A funny thing happened over the weekend: Microsoft made its latest Windows 10 download – billed as its first major update – disappear. And it hasn't come back.
Sure, you'll eventually be able to get the build, version 1511, via Windows Update, so no one's losing out.
But if you were hoping to use Microsoft's media creation tool (MCT) to download the whole operating system as one self-contained package, and create an .ISO image to install from, you're out of luck. The download for build 1511 is gone.
If you've got a PC running Windows 10 already, none of this really affects you.

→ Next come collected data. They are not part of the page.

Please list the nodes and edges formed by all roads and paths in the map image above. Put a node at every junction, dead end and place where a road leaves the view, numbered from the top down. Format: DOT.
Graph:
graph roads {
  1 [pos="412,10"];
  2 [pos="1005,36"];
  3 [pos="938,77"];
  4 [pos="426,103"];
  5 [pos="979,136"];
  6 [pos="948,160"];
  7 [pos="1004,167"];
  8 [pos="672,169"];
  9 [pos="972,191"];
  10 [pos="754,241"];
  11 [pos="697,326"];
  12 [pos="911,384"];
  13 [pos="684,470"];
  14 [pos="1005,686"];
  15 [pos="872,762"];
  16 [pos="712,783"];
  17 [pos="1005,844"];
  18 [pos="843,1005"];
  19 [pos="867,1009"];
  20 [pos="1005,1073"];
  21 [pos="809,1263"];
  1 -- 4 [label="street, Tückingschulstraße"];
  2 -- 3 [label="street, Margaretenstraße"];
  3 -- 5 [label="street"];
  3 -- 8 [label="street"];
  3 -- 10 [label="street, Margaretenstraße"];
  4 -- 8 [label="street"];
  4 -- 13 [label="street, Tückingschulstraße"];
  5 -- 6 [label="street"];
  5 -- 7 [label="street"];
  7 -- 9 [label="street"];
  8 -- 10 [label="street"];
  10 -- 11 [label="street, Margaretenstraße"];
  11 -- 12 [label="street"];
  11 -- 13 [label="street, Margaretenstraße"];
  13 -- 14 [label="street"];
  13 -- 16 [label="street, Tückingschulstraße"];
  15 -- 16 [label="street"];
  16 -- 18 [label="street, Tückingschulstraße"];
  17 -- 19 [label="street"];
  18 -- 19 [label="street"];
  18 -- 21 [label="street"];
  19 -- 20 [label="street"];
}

If you're starting a Windows 10 install from scratch, and want to use the MCT, you'll have to start with an .ISO of an earlier version – the big July launch release – and then download all the latest stuff via Windows Update like everyone else.
Whoa, big deal, huh? Well, MCT is aimed at professionals and enthusiasts with many PCs under their wing: rather than have each computer upgrade to the latest build of Windows 10 via gigabytes and gigabytes of Windows Update downloads, you can instead download and create a single .ISO image of the operating system you want, burn it to DVD or a USB stick, and install the software the (slightly) old-fashioned way on as many machines as you're licensed to from that media.
So if you wanted to bring a bunch of Windows 7 machines up to the latest Windows 10, you'd just pop into each of them a DVD or USB stick built from the latest MCT download, and save yourself a lot of time and bandwidth.
It seems, though, Microsoft is bored with that plan, doesn't like testing or rolling out fat upgrades any more, or the wheels have fallen off it in some other way: the version 1511 download, which went live just over a week ago, isn't there any more, so you'll have to start from the July build and apply a shedload of updates.
We asked Redmond for an explanation, but got this instead from a spokeswoman:
The MCT download cannot be used to update Windows 10 PCs to the November update. The November update will be available via Windows Update. If you don’t see the November update yet, you will see it soon as it is rolling out in a phased approach.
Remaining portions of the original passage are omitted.